On Mon, 19 Jan 1998 22:40:30 -0800, dfu...@dinc.com (Dick Fulton)
wrote:

Good books on computer graphics usually deal with this problem as
Polygon clipping (i.e., clipping a point against a polygon). The
method usually boils down to computing a normal vector at some point
on each edge (bisecting point, for simplicity), computing vectors from
the given point to each of the edge points, and taking some dot
products (innner products) of the vectors. Then recall the formula

A*B = cos(angle between A & B)
---------------------------------------
|A| |B|
where * denotes the inner product.


Rainer Thonnes

unread,
Jan 22, 1998, 3:00:00 AM1/22/98
to

In article <dfulton-1901...@dynamic27.pm02.mv.best.com>,
dfu...@dinc.com (Dick Fulton) writes:

> I'm looking for a method/algorithm to determine if a given point lies
> inside or outside of a predefined polygon. The point and the polygon
> vertices are latitude/longitude points on the earth's surface. The
> methods that come to mind seem difficult to implement as a computer
> program algorithm, which is what I need to do.
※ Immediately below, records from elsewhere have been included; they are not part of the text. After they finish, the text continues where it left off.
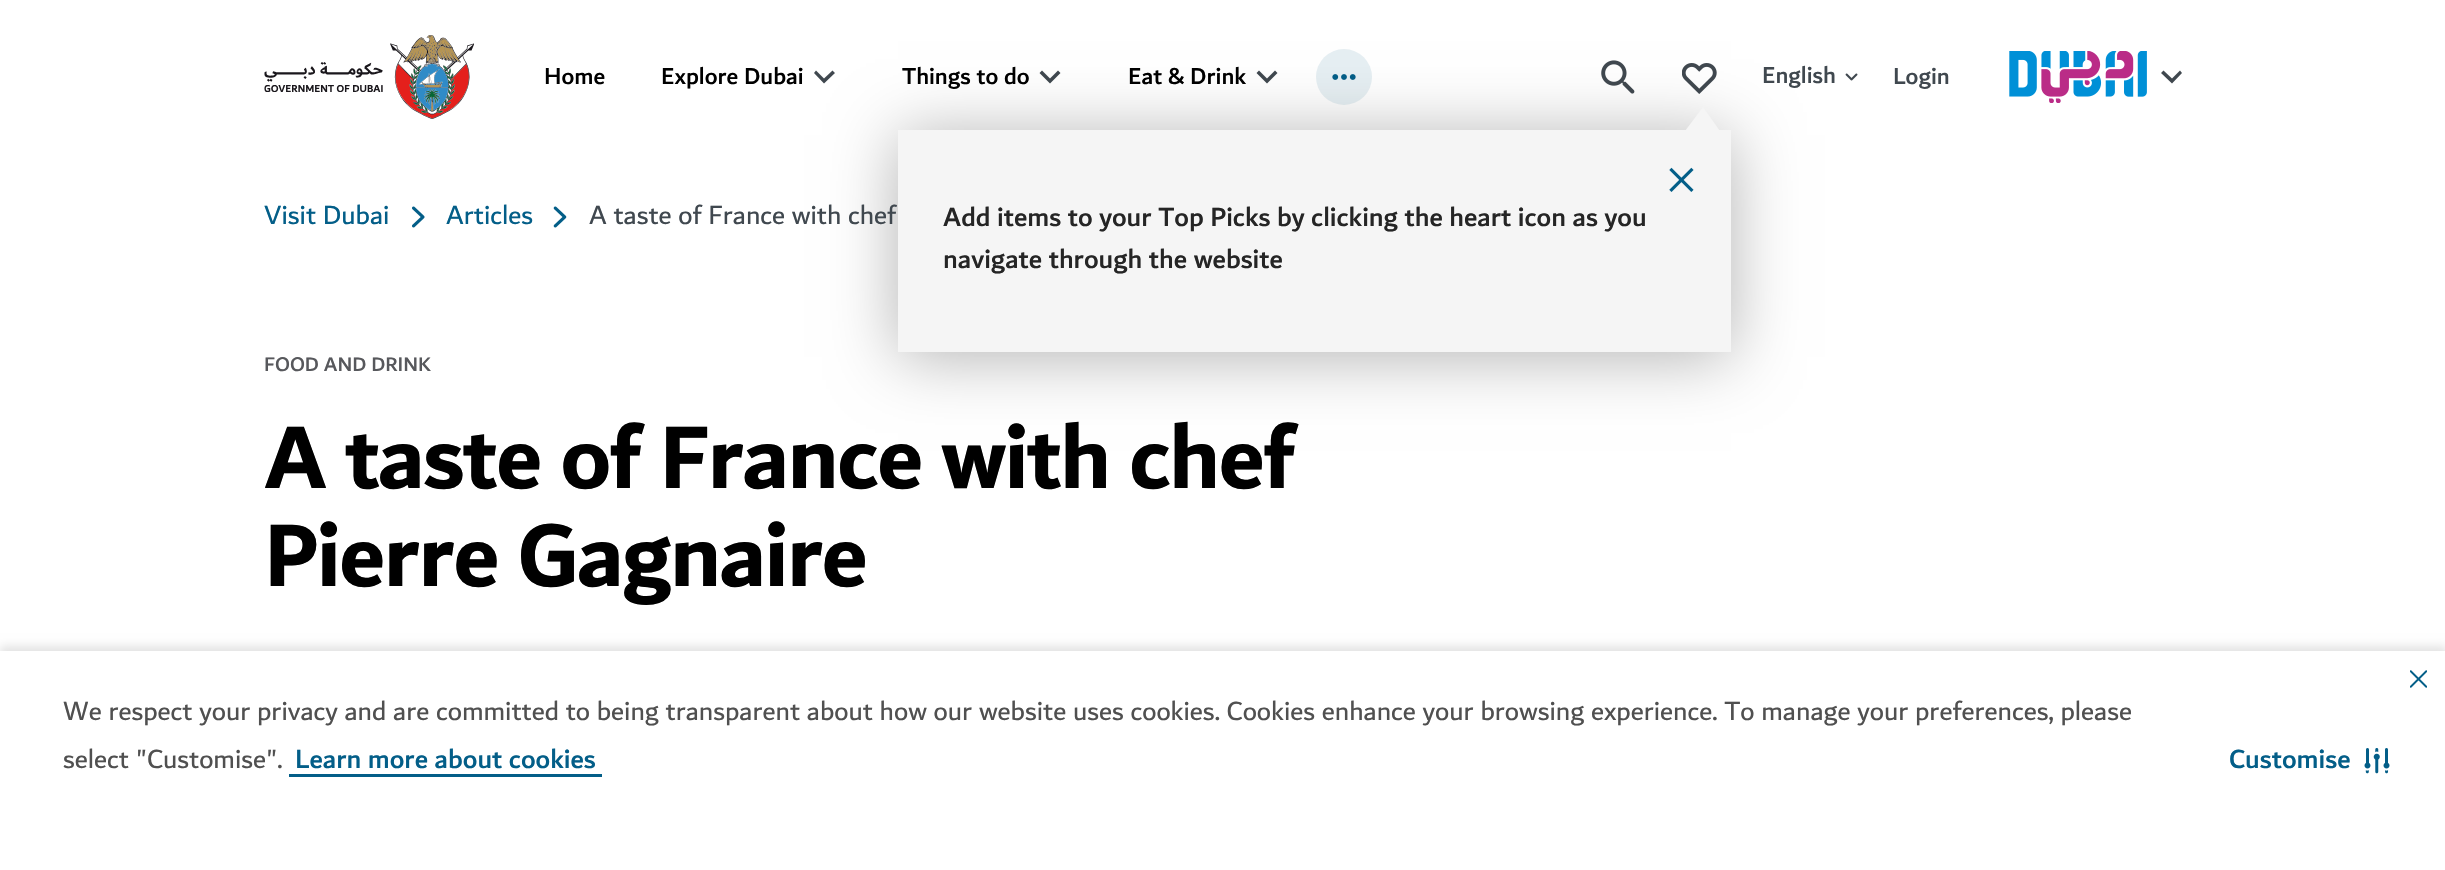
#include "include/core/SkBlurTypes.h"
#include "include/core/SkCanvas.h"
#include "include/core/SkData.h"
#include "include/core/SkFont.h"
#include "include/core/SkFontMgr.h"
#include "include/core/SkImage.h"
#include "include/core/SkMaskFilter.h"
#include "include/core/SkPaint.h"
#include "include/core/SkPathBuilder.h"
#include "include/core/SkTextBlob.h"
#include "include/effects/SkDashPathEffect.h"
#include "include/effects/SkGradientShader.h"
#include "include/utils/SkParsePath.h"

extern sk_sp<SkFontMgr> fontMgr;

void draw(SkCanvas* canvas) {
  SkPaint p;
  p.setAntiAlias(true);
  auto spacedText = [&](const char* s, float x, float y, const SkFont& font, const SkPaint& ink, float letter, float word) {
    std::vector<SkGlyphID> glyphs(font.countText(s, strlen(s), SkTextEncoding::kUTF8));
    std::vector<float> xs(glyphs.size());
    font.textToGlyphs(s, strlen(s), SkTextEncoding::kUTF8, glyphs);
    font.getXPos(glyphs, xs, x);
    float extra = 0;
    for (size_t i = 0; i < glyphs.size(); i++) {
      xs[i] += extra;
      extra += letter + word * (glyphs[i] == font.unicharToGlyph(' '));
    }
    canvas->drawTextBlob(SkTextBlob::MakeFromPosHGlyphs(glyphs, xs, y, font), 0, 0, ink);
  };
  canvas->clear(SK_ColorWHITE);
  canvas->drawImageRect(SkImages::DeferredFromEncodedData(SkData::MakeFromFileName("images/1.png")), SkRect::MakeLTRB(264, 35, 474, 119), SkSamplingOptions());
  p.setColor(SkColorSetRGB(64, 72, 79));
  canvas->drawPath(SkPathBuilder().moveTo(832.5f, 70.5f).lineTo(824, 78.5f).lineTo(816, 70.5f).lineTo(814, 73).lineTo(824, 83.5f).lineTo(835, 73).close().detach(), p);
  canvas->drawPath(SkPathBuilder().moveTo(1058, 70.5f).lineTo(1050, 78.5f).lineTo(1042, 70.5f).lineTo(1039.5f, 73).lineTo(1050, 83.5f).lineTo(1060.5f, 73).close().detach(), p);
  canvas->drawPath(SkPathBuilder().moveTo(1275, 70.5f).lineTo(1267, 78.5f).lineTo(1259, 70.5f).lineTo(1256.5f, 73).lineTo(1267, 83.5f).lineTo(1277.5f, 73).close().detach(), p);
  p.setColor(SkColorSetRGB(230, 239, 243));
  canvas->drawCircle(1344, 77, 28, p);
  canvas->drawImageRect(SkImages::DeferredFromEncodedData(SkData::MakeFromFileName("images/2.png")), SkRect::MakeLTRB(1332, 74, 1356, 80), SkSamplingOptions());
  canvas->drawImageRect(SkImages::DeferredFromEncodedData(SkData::MakeFromFileName("images/3.png")), SkRect::MakeLTRB(1601, 60, 1635, 94), SkSamplingOptions());
  canvas->drawImageRect(SkImages::DeferredFromEncodedData(SkData::MakeFromFileName("images/4.png")), SkRect::MakeLTRB(1845, 73, 1858, 81), SkSamplingOptions());
  canvas->drawImageRect(SkImages::DeferredFromEncodedData(SkData::MakeFromFileName("images/5.png")), SkRect::MakeLTRB(1682, 63, 1717, 94), SkSamplingOptions());
  p.setColor(SkColorSetARGB(77, 0, 0, 0));
  p.setMaskFilter(SkMaskFilter::MakeBlur(kNormal_SkBlurStyle, 31.5f));
  canvas->drawRect(SkRect::MakeLTRB(898, 135, 1731, 357), p);
  p.setMaskFilter(nullptr);
  p.setColor(SkColorSetRGB(245, 245, 245));
  canvas->drawRect(SkRect::MakeLTRB(898, 130, 1731, 352), p);
  canvas->drawPath(SkPathBuilder().moveTo(1720, 131).lineTo(1685, 131).lineTo(1703, 107).close().detach(), p);
  canvas->drawImageRect(SkImages::DeferredFromEncodedData(SkData::MakeFromFileName("images/6.png")), SkRect::MakeLTRB(1669, 167, 1694, 192), SkSamplingOptions());
  canvas->drawImageRect(SkImages::DeferredFromEncodedData(SkData::MakeFromFileName("images/7.png")), SkRect::MakeLTRB(2009, 51, 2147, 103), SkSamplingOptions());
  p.setColor(SkColorSetRGB(64, 72, 79));
  canvas->drawPath(SkPathBuilder().moveTo(2163.5f, 70.5f).lineTo(2172, 78.5f).lineTo(2180, 70.5f).lineTo(2182, 73).lineTo(2172, 83.5f).lineTo(2161, 73).close().detach(), p);
  canvas->drawImageRect(SkImages::DeferredFromEncodedData(SkData::MakeFromFileName("images/8.png")), SkRect::MakeLTRB(412, 206, 425, 228), SkSamplingOptions());
  canvas->drawImageRect(SkImages::DeferredFromEncodedData(SkData::MakeFromFileName("images/9.png")), SkRect::MakeLTRB(553, 206, 567, 228), SkSamplingOptions());
  p.setColor(SkColorSetARGB(28, 0, 0, 0));
  p.setMaskFilter(SkMaskFilter::MakeBlur(kNormal_SkBlurStyle, 4.5f));
  canvas->drawRect(SkRect::MakeLTRB(0, 646, 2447, 866), p);
  p.setMaskFilter(nullptr);
  p.setColor(SK_ColorWHITE);
  canvas->drawRect(SkRect::MakeLTRB(0, 651, 2445, 870), p);
  {
    const SkColor colors[] = {SK_ColorWHITE, SK_ColorWHITE, SkColorSetRGB(3, 94, 136), SkColorSetRGB(3, 94, 136), SK_ColorWHITE};
    const float stops[] = {0, 0.2f, 0.2f, 0.27f, 0.27f};
    const SkPoint ends[] = {{445, 788}, {445, 735}};
    p.setShader(SkGradientShader::MakeLinear(ends, colors, stops, 5, SkTileMode::kClamp));
    p.setAlpha(255);
  }
  canvas->drawRect(SkRect::MakeLTRB(289, 774, 602, 777), p);
  canvas->drawImageRect(SkImages::DeferredFromEncodedData(SkData::MakeFromFileName("images/10.png")), SkRect::MakeLTRB(2410, 670, 2427, 688), SkSamplingOptions());
  canvas->drawImageRect(SkImages::DeferredFromEncodedData(SkData::MakeFromFileName("images/11.png")), SkRect::MakeLTRB(2364, 748, 2390, 774), SkSamplingOptions());
  SkFont font1(fontMgr->matchFamilyStyle("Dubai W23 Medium", SkFontStyle(500, SkFontStyle::kNormal_Width, SkFontStyle::kUpright_Slant)), 24.5f);
  font1.setSubpixel(true);
  p.setShader(nullptr);
  p.setColor(SK_ColorBLACK);
  canvas->drawString("Home", 544, 84, font1, p);
  canvas->drawString("Explore Dubai", 661, 84, font1, p);
  canvas->drawString("Things to do", 902, 84, font1, p);
  canvas->drawString("Eat & Drink", 1128, 84, font1, p);
  p.setColor(SkColorSetRGB(64, 72, 79));
  canvas->drawString("English", 1762, 83, font1, p);
  canvas->drawString("Login", 1893, 84, font1, p);
  SkFont font2(fontMgr->matchFamilyStyle("Dubai W23 Medium", SkFontStyle(500, SkFontStyle::kNormal_Width, SkFontStyle::kUpright_Slant)), 28);
  font2.setSubpixel(true);
  p.setColor(SkColorSetRGB(37, 37, 37));
  canvas->drawString("Add items to your Top Picks by clicking the heart icon as you", 943, 226, font2, p);
  canvas->drawString("navigate through the website", 943, 268, font2, p);
  SkFont font3(fontMgr->matchFamilyStyle("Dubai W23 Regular", SkFontStyle::Normal()), 28);
  font3.setSubpixel(true);
  p.setColor(SkColorSetRGB(3, 94, 136));
  canvas->drawString("Visit Dubai", 264, 224, font3, p);
  canvas->drawString("Articles", 446, 224, font3, p);
  p.setColor(SkColorSetRGB(64, 72, 79));
  canvas->drawString("A taste of France with chef", 589, 224, font3, p);
  SkFont font4(fontMgr->matchFamilyStyle("Dubai W23 Medium", SkFontStyle(500, SkFontStyle::kNormal_Width, SkFontStyle::kUpright_Slant)), 21);
  font4.setSubpixel(true);
  p.setColor(SkColorSetRGB(87, 88, 92));
  canvas->drawString("FOOD AND DRINK", 264, 371, font4, p);
  SkFont font5(fontMgr->matchFamilyStyle("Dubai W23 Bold", SkFontStyle::Bold()), 94.5f);
  font5.setSubpixel(true);
  p.setColor(SK_ColorBLACK);
  spacedText("A taste of France with chef", 264, 488, font5, p, -1.75f, 0);
  spacedText("Pierre Gagnaire", 264, 586, font5, p, -1.75f, 0);
  p.setColor(SkColorSetRGB(80, 80, 80));
  canvas->drawString("We respect your privacy and are committed to being transparent about how our website uses cookies. Cookies enhance your browsing experience. To manage your preferences, please", 63, 720, font3, p);
  canvas->drawString("select \"Customise\".", 63, 768, font3, p);
  p.setColor(SkColorSetRGB(3, 94, 136));
  canvas->drawString("Learn more about cookies", 295, 768, font2, p);
  canvas->drawString("Customise", 2229, 768, font2, p);
}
Go on, risk embarrassment by revealing the methods that came to mind.
I'll risk embarrassment by saying what the obvious method that comes
to *my* mind is. It exploits properties of vector products.

In particular, the 3-dimensional vector product AxB of two vectors A and B
in the xy plane, whose z components are therefore zero, is a vector whose
x and y components are zero. What matters is its z component, which for
A=(a,b), B=(c,d), is ad-bc. If the sign of this quantity is positive/zero/
negative then the rotation needed to get from A to B is anticlockwise/zero/
clockwise, i.e. in the zero case A and B are parallel.

This means that if the feather ends of the arrows represented by the two
vectors are tied together, and you're standing at their common point,
facing the tip of arrow A, then if ad-bc is +/0/- then the tip of arrow
B is (on your left)/(straight ahead or behind you or where you are)/
(on your right).

So all you need to do, given the coordinates of the point in question (call
this vector P), and those of the polygon's n vertices (call these vectors
Vi, numbered 0 to n-1, and for convenience define Vn=V0), is this:

Compute the n edge vectors Ei=V(i+1)-Vi, which join vertex i to i+1,
and the n radius vectors Ri=P-Vi, which join vertex i to the point. Then,
for each i, compute the z component of the vector product EixRi. If they
are all positive, then P is "to the left of" each of the edge vectors, and
therefore inside the polygon. You may like to allow the results to be zero
which would allow the point to be on the boundary.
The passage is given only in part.